Mais en approfondissant mon étude dans le domaine de la physique, pour suivre l'évolution des théories depuis le principe de moindre action de Maupertuis, jusqu'à l'équation d'Heisenberg, j'ai poursuivi ma démarche jusqu'au langage mathématique lui-même. Jusqu'à cette théorie des catégories qui est à même d'en reconstruire toute la structure. Ce ne fut pas simple, et je vous en ai fait témoins, au fil de mes 11 billets précédents. Voie plus ardue qu'une précédente incursion, plus naïve, faite il y a quelque temps déjà.
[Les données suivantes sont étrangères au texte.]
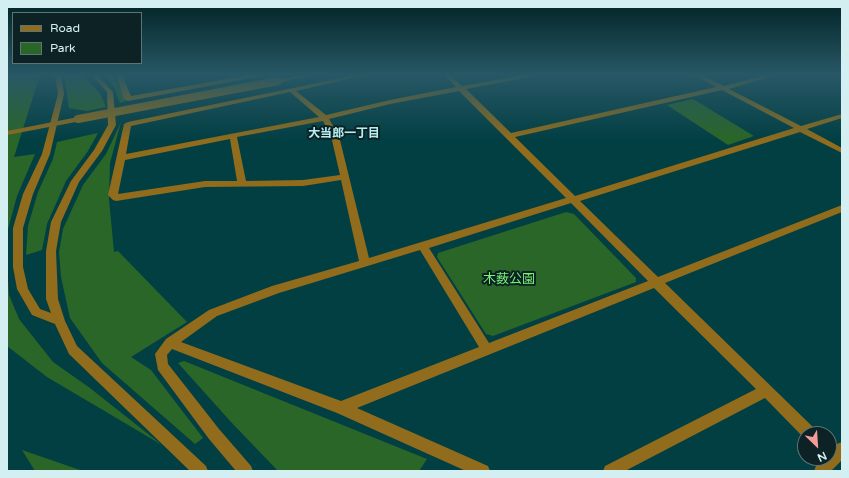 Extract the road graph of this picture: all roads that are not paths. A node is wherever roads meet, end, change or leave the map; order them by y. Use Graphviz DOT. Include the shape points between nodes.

La difficulté tient à mon éducation. Comme j'ai déjà eu l'occasion de le dire, je suis le produit d'un enseignement des maths basé sur les ensembles. À une époque où Bourbaki régnait en maître.
Or, mon sentiment en approchant les catégories était mêlé: d'une part ceci choquait ma culture ensembliste, quand, dans le même temps, je retrouvais assez vite l'écriture que j'ai dû développer pour repérer les différents niveaux synchroniques du discours et les sauts diachroniques nécessaires pour passer de l'un à l'autre.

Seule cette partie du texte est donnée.